| Problem requirements |
Whenever a picture appears in the data, skip it and write out all other material exactly.

"""

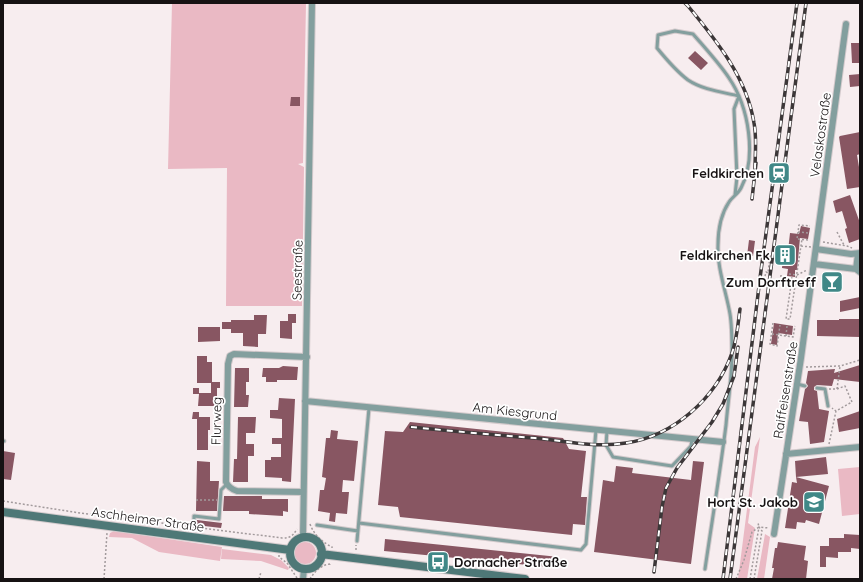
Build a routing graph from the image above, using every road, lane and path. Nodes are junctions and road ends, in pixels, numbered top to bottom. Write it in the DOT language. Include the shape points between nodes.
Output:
graph roads {
  1 [pos="312,3"];
  2 [pos="846,24"];
  3 [pos="739,96"];
  4 [pos="735,195"];
  5 [pos="810,226"];
  6 [pos="798,232"];
  7 [pos="837,232"];
  8 [pos="809,234"];
  9 [pos="802,239"];
  10 [pos="808,240"];
  11 [pos="801,246"];
  12 [pos="844,246"];
  13 [pos="816,248"];
  14 [pos="859,254"];
  15 [pos="768,256"];
  16 [pos="814,264"];
  17 [pos="858,271"];
  18 [pos="789,274"];
  19 [pos="781,275"];
  20 [pos="796,275"];
  21 [pos="765,276"];
  22 [pos="773,323"];
  23 [pos="780,325"];
  24 [pos="788,326"];
  25 [pos="794,326"];
  26 [pos="772,334"];
  27 [pos="779,335"];
  28 [pos="787,336"];
  29 [pos="307,357"];
  30 [pos="860,360"];
  31 [pos="840,366"];
  32 [pos="800,367"];
  33 [pos="797,384"];
  34 [pos="805,386"];
  35 [pos="817,388"];
  36 [pos="825,389"];
  37 [pos="837,389"];
  38 [pos="305,401"];
  39 [pos="828,406"];
  40 [pos="369,407"];
  41 [pos="836,411"];
  42 [pos="596,430"];
  43 [pos="607,430"];
  44 [pos="692,439"];
  45 [pos="723,442"];
  46 [pos="860,447"];
  47 [pos="828,450"];
  48 [pos="786,454"];
  49 [pos="227,484"];
  50 [pos="303,492"];
  51 [pos="196,500"];
  52 [pos="220,500"];
  53 [pos="3,501"];
  54 [pos="3,512"];
  55 [pos="194,520"];
  56 [pos="358,523"];
  57 [pos="758,523"];
  58 [pos="317,524"];
  59 [pos="107,526"];
  60 [pos="759,527"];
  61 [pos="303,528"];
  62 [pos="358,531"];
  63 [pos="774,531"];
  64 [pos="282,538"];
  65 [pos="303,538"];
  66 [pos="357,541"];
  67 [pos="356,546"];
  68 [pos="332,547"];
  69 [pos="280,549"];
  70 [pos="290,550"];
  71 [pos="356,550"];
  72 [pos="322,554"];
  73 [pos="330,564"];
  74 [pos="304,569"];
  75 [pos="705,569"];
  76 [pos="261,572"];
  77 [pos="295,578"];
  78 [pos="104,579"];
  79 [pos="259,579"];
  80 [pos="303,579"];
  81 [pos="310,579"];
  82 [pos="525,579"];
  83 [pos="736,579"];
  84 [pos="750,579"];
  85 [pos="754,579"];
  1 -- 29 [label="street, Seestraße"];
  2 -- 13 [label="street, Velaskostraße"];
  3 -- 3 [label="lane" via="729,78 693,34 675,31 658,35 657,48 688,80 709,89"];
  3 -- 4 [label="lane" via="734,109 737,177"];
  3 -- 4 [label="lane" via="743,106 750,154 747,174"];
  4 -- 45 [label="lane" via="719,225 717,247 730,316 732,353"];
  5 -- 6 [label="path" via="799,225"];
  6 -- 8 [label="path"];
  6 -- 9 [label="path" via="797,238"];
  7 -- 12 [label="path"];
  9 -- 10 [label="path"];
  9 -- 11 [label="path"];
  11 -- 13 [label="path"];
  11 -- 20 [label="path"];
  13 -- 14 [label="street"];
  13 -- 16 [label="street, Raiffeisenstraße"];
  14 -- 17 [label="street"];
  15 -- 21 [label="path" via="768,273 766,272"];
  16 -- 17 [label="street"];
  16 -- 32 [label="street, Raiffeisenstraße"];
  18 -- 20 [label="path"];
  19 -- 20 [label="path" via="792,278 786,319 790,319"];
  22 -- 26 [label="path"];
  23 -- 27 [label="path"];
  24 -- 28 [label="path"];
  25 -- 28 [label="path" via="793,337"];
  26 -- 27 [label="path"];
  26 -- 27 [label="path" via="770,344 777,346"];
  27 -- 28 [label="path"];
  29 -- 38 [label="street, Seestraße"];
  29 -- 49 [label="street, Flurweg" via="238,354 230,356"];
  30 -- 31 [label="path"];
  31 -- 32 [label="path"];
  31 -- 37 [label="path"];
  32 -- 33 [label="street, Raiffeisenstraße"];
  33 -- 34 [label="lane"];
  33 -- 48 [label="street, Raiffeisenstraße"];
  35 -- 36 [label="lane"];
  36 -- 37 [label="path"];
  36 -- 39 [label="lane"];
  37 -- 41 [label="path" via="845,386 852,402"];
  38 -- 40 [label="street, Am Kiesgrund"];
  38 -- 50 [label="street, Seestraße"];
  39 -- 41 [label="path"];
  40 -- 42 [label="street, Am Kiesgrund"];
  40 -- 56 [label="lane"];
  41 -- 47 [label="path"];
  42 -- 43 [label="street, Am Kiesgrund"];
  42 -- 56 [label="lane" via="586,544 581,550"];
  43 -- 44 [label="street, Am Kiesgrund"];
  43 -- 44 [label="lane" via="606,445 613,457 672,466 691,446"];
  44 -- 45 [label="street, Am Kiesgrund"];
  45 -- 75 [label="lane"];
  46 -- 47 [label="street"];
  47 -- 48 [label="street"];
  48 -- 63 [label="street, Raiffeisenstraße"];
  49 -- 50 [label="street" via="236,491"];
  49 -- 52 [label="lane" via="221,490"];
  50 -- 61 [label="street, Seestraße"];
  51 -- 52 [label="path"];
  52 -- 55 [label="lane" via="220,519 194,516"];
  53 -- 64 [label="path"];
  54 -- 59 [label="main road, Aschheimer Straße"];
  56 -- 62 [label="lane"];
  57 -- 60 [label="path"];
  58 -- 62 [label="lane"];
  59 -- 69 [label="main road, Aschheimer Straße"];
  59 -- 78 [label="path"];
  60 -- 63 [label="path"];
  60 -- 83 [label="path" via="752,532"];
  60 -- 84 [label="path"];
  60 -- 85 [label="path" via="762,531"];
  61 -- 64 [label="path" via="297,528 289,538"];
  61 -- 65 [label="street, Seestraße"];
  61 -- 68 [label="path" via="312,528 313,532"];
  62 -- 66 [label="lane"];
  64 -- 69 [label="path"];
  65 -- 70 [label="main road" via="295,542"];
  65 -- 72 [label="main road" via="313,539"];
  67 -- 71 [label="path"];
  69 -- 70 [label="main road, Aschheimer Straße"];
  69 -- 77 [label="path" via="279,557 291,568"];
  70 -- 74 [label="main road" via="292,560"];
  72 -- 74 [label="main road" via="318,564"];
  72 -- 82 [label="main road"];
  73 -- 81 [label="path" via="319,569"];
  74 -- 80 [label="street"];
  76 -- 79 [label="path"];
  77 -- 80 [label="path"];
}
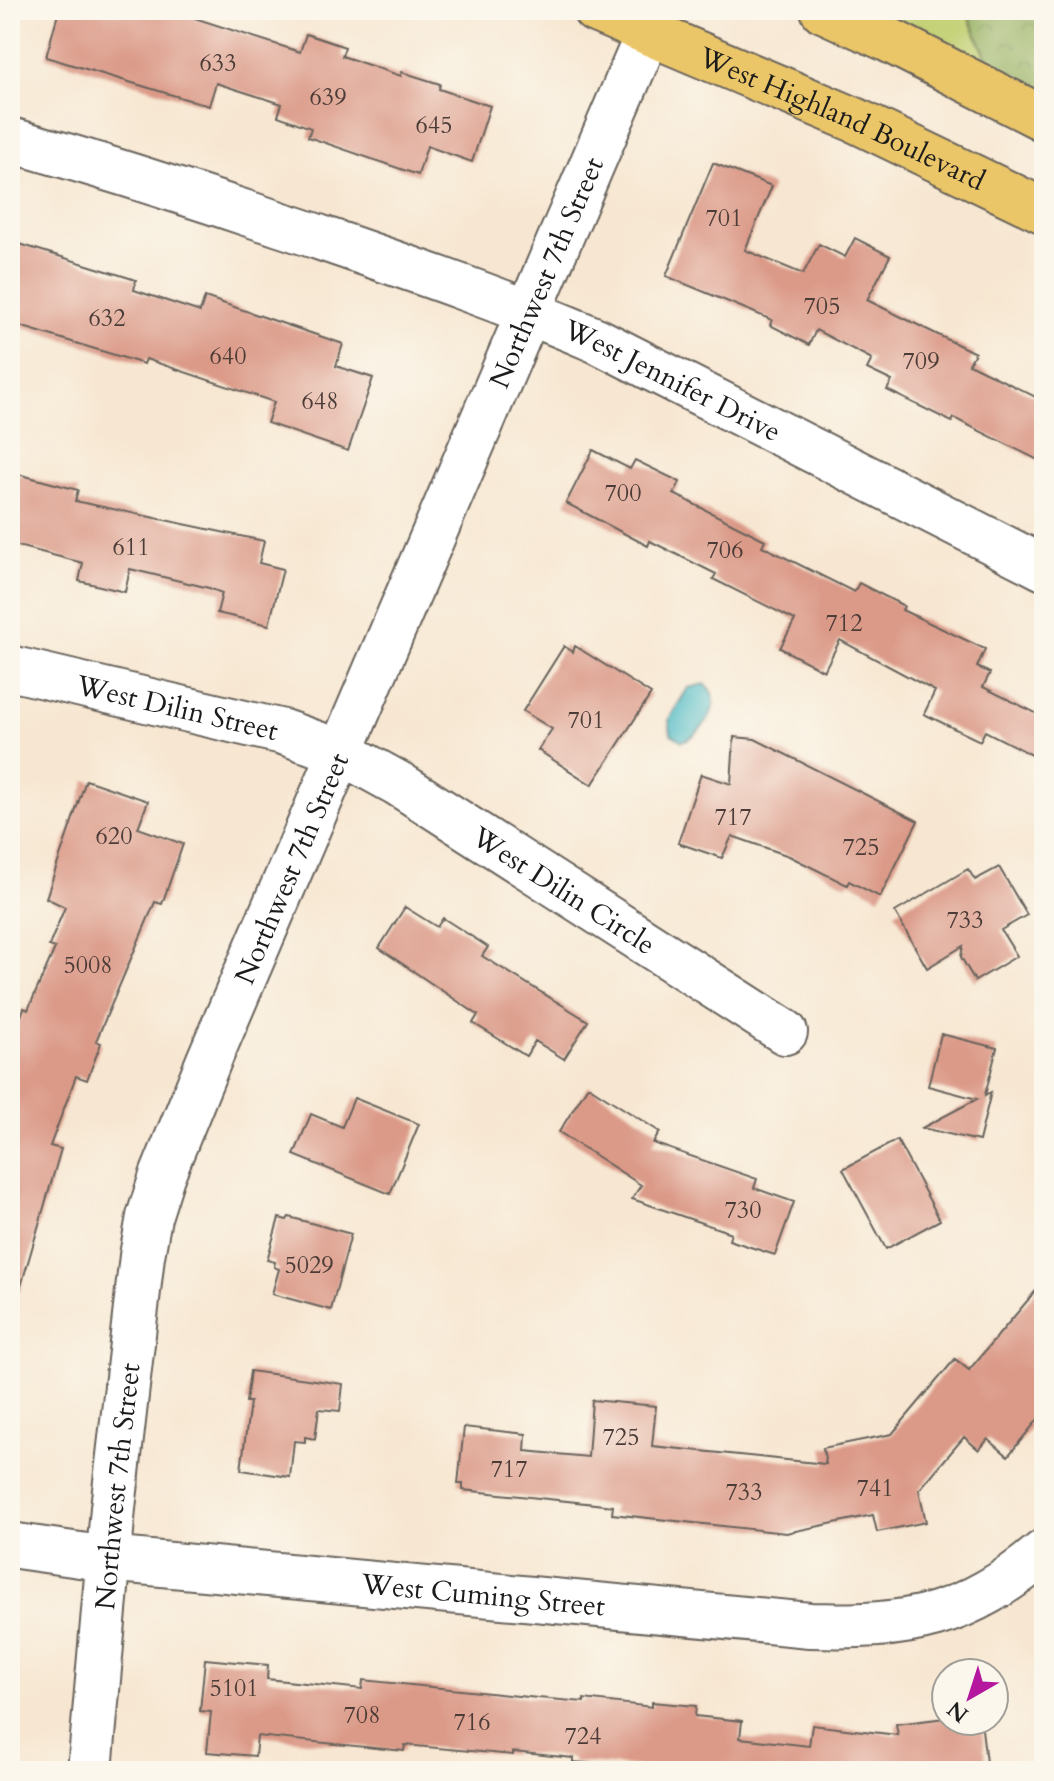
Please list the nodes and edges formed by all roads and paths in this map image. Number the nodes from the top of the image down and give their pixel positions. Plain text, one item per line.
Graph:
1 (595, 10) edge
2 (823, 10) edge
3 (653, 21) edge
4 (1044, 119) edge
5 (10, 140) edge
6 (1044, 211) edge
7 (528, 311) junction
8 (1044, 568) edge
9 (10, 668) edge
10 (341, 752) junction
11 (785, 1032) dead end
12 (10, 1545) edge
13 (1044, 1552) edge
14 (108, 1559) junction
15 (90, 1771) edge

1 - 3 main road, West Highland Boulevard
2 - 4 main road
3 - 6 main road, West Highland Boulevard
3 - 7 street, Northwest 7th Street
5 - 7 street, West Jennifer Drive
7 - 8 street, West Jennifer Drive
7 - 10 street, Northwest 7th Street
9 - 10 street, West Dilin Street
10 - 11 street, West Dilin Circle
10 - 14 street, Northwest 7th Street
12 - 14 street, West Cuming Street
13 - 14 street, West Cuming Street
14 - 15 street, Northwest 7th Street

"""

| Result |
Build a routing graph from the image above, using every road, lane and path. Nodes are junctions and road ends, in pixels, numbered top to bottom. Write it in the DOT language. Include the shape points between nodes.
Output:
graph roads {
  1 [pos="312,3"];
  2 [pos="846,24"];
  3 [pos="739,96"];
  4 [pos="735,195"];
  5 [pos="810,226"];
  6 [pos="798,232"];
  7 [pos="837,232"];
  8 [pos="809,234"];
  9 [pos="802,239"];
  10 [pos="808,240"];
  11 [pos="801,246"];
  12 [pos="844,246"];
  13 [pos="816,248"];
  14 [pos="859,254"];
  15 [pos="768,256"];
  16 [pos="814,264"];
  17 [pos="858,271"];
  18 [pos="789,274"];
  19 [pos="781,275"];
  20 [pos="796,275"];
  21 [pos="765,276"];
  22 [pos="773,323"];
  23 [pos="780,325"];
  24 [pos="788,326"];
  25 [pos="794,326"];
  26 [pos="772,334"];
  27 [pos="779,335"];
  28 [pos="787,336"];
  29 [pos="307,357"];
  30 [pos="860,360"];
  31 [pos="840,366"];
  32 [pos="800,367"];
  33 [pos="797,384"];
  34 [pos="805,386"];
  35 [pos="817,388"];
  36 [pos="825,389"];
  37 [pos="837,389"];
  38 [pos="305,401"];
  39 [pos="828,406"];
  40 [pos="369,407"];
  41 [pos="836,411"];
  42 [pos="596,430"];
  43 [pos="607,430"];
  44 [pos="692,439"];
  45 [pos="723,442"];
  46 [pos="860,447"];
  47 [pos="828,450"];
  48 [pos="786,454"];
  49 [pos="227,484"];
  50 [pos="303,492"];
  51 [pos="196,500"];
  52 [pos="220,500"];
  53 [pos="3,501"];
  54 [pos="3,512"];
  55 [pos="194,520"];
  56 [pos="358,523"];
  57 [pos="758,523"];
  58 [pos="317,524"];
  59 [pos="107,526"];
  60 [pos="759,527"];
  61 [pos="303,528"];
  62 [pos="358,531"];
  63 [pos="774,531"];
  64 [pos="282,538"];
  65 [pos="303,538"];
  66 [pos="357,541"];
  67 [pos="356,546"];
  68 [pos="332,547"];
  69 [pos="280,549"];
  70 [pos="290,550"];
  71 [pos="356,550"];
  72 [pos="322,554"];
  73 [pos="330,564"];
  74 [pos="304,569"];
  75 [pos="705,569"];
  76 [pos="261,572"];
  77 [pos="295,578"];
  78 [pos="104,579"];
  79 [pos="259,579"];
  80 [pos="303,579"];
  81 [pos="310,579"];
  82 [pos="525,579"];
  83 [pos="736,579"];
  84 [pos="750,579"];
  85 [pos="754,579"];
  1 -- 29 [label="street, Seestraße"];
  2 -- 13 [label="street, Velaskostraße"];
  3 -- 3 [label="lane" via="729,78 693,34 675,31 658,35 657,48 688,80 709,89"];
  3 -- 4 [label="lane" via="734,109 737,177"];
  3 -- 4 [label="lane" via="743,106 750,154 747,174"];
  4 -- 45 [label="lane" via="719,225 717,247 730,316 732,353"];
  5 -- 6 [label="path" via="799,225"];
  6 -- 8 [label="path"];
  6 -- 9 [label="path" via="797,238"];
  7 -- 12 [label="path"];
  9 -- 10 [label="path"];
  9 -- 11 [label="path"];
  11 -- 13 [label="path"];
  11 -- 20 [label="path"];
  13 -- 14 [label="street"];
  13 -- 16 [label="street, Raiffeisenstraße"];
  14 -- 17 [label="street"];
  15 -- 21 [label="path" via="768,273 766,272"];
  16 -- 17 [label="street"];
  16 -- 32 [label="street, Raiffeisenstraße"];
  18 -- 20 [label="path"];
  19 -- 20 [label="path" via="792,278 786,319 790,319"];
  22 -- 26 [label="path"];
  23 -- 27 [label="path"];
  24 -- 28 [label="path"];
  25 -- 28 [label="path" via="793,337"];
  26 -- 27 [label="path"];
  26 -- 27 [label="path" via="770,344 777,346"];
  27 -- 28 [label="path"];
  29 -- 38 [label="street, Seestraße"];
  29 -- 49 [label="street, Flurweg" via="238,354 230,356"];
  30 -- 31 [label="path"];
  31 -- 32 [label="path"];
  31 -- 37 [label="path"];
  32 -- 33 [label="street, Raiffeisenstraße"];
  33 -- 34 [label="lane"];
  33 -- 48 [label="street, Raiffeisenstraße"];
  35 -- 36 [label="lane"];
  36 -- 37 [label="path"];
  36 -- 39 [label="lane"];
  37 -- 41 [label="path" via="845,386 852,402"];
  38 -- 40 [label="street, Am Kiesgrund"];
  38 -- 50 [label="street, Seestraße"];
  39 -- 41 [label="path"];
  40 -- 42 [label="street, Am Kiesgrund"];
  40 -- 56 [label="lane"];
  41 -- 47 [label="path"];
  42 -- 43 [label="street, Am Kiesgrund"];
  42 -- 56 [label="lane" via="586,544 581,550"];
  43 -- 44 [label="street, Am Kiesgrund"];
  43 -- 44 [label="lane" via="606,445 613,457 672,466 691,446"];
  44 -- 45 [label="street, Am Kiesgrund"];
  45 -- 75 [label="lane"];
  46 -- 47 [label="street"];
  47 -- 48 [label="street"];
  48 -- 63 [label="street, Raiffeisenstraße"];
  49 -- 50 [label="street" via="236,491"];
  49 -- 52 [label="lane" via="221,490"];
  50 -- 61 [label="street, Seestraße"];
  51 -- 52 [label="path"];
  52 -- 55 [label="lane" via="220,519 194,516"];
  53 -- 64 [label="path"];
  54 -- 59 [label="main road, Aschheimer Straße"];
  56 -- 62 [label="lane"];
  57 -- 60 [label="path"];
  58 -- 62 [label="lane"];
  59 -- 69 [label="main road, Aschheimer Straße"];
  59 -- 78 [label="path"];
  60 -- 63 [label="path"];
  60 -- 83 [label="path" via="752,532"];
  60 -- 84 [label="path"];
  60 -- 85 [label="path" via="762,531"];
  61 -- 64 [label="path" via="297,528 289,538"];
  61 -- 65 [label="street, Seestraße"];
  61 -- 68 [label="path" via="312,528 313,532"];
  62 -- 66 [label="lane"];
  64 -- 69 [label="path"];
  65 -- 70 [label="main road" via="295,542"];
  65 -- 72 [label="main road" via="313,539"];
  67 -- 71 [label="path"];
  69 -- 70 [label="main road, Aschheimer Straße"];
  69 -- 77 [label="path" via="279,557 291,568"];
  70 -- 74 [label="main road" via="292,560"];
  72 -- 74 [label="main road" via="318,564"];
  72 -- 82 [label="main road"];
  73 -- 81 [label="path" via="319,569"];
  74 -- 80 [label="street"];
  76 -- 79 [label="path"];
  77 -- 80 [label="path"];
}
Please list the nodes and edges formed by all roads and paths in this map image. Number the nodes from the top of the image down and give their pixel positions. Plain text, one item per line.
Graph:
1 (595, 10) edge
2 (823, 10) edge
3 (653, 21) edge
4 (1044, 119) edge
5 (10, 140) edge
6 (1044, 211) edge
7 (528, 311) junction
8 (1044, 568) edge
9 (10, 668) edge
10 (341, 752) junction
11 (785, 1032) dead end
12 (10, 1545) edge
13 (1044, 1552) edge
14 (108, 1559) junction
15 (90, 1771) edge

1 - 3 main road, West Highland Boulevard
2 - 4 main road
3 - 6 main road, West Highland Boulevard
3 - 7 street, Northwest 7th Street
5 - 7 street, West Jennifer Drive
7 - 8 street, West Jennifer Drive
7 - 10 street, Northwest 7th Street
9 - 10 street, West Dilin Street
10 - 11 street, West Dilin Circle
10 - 14 street, Northwest 7th Street
12 - 14 street, West Cuming Street
13 - 14 street, West Cuming Street
14 - 15 street, Northwest 7th Street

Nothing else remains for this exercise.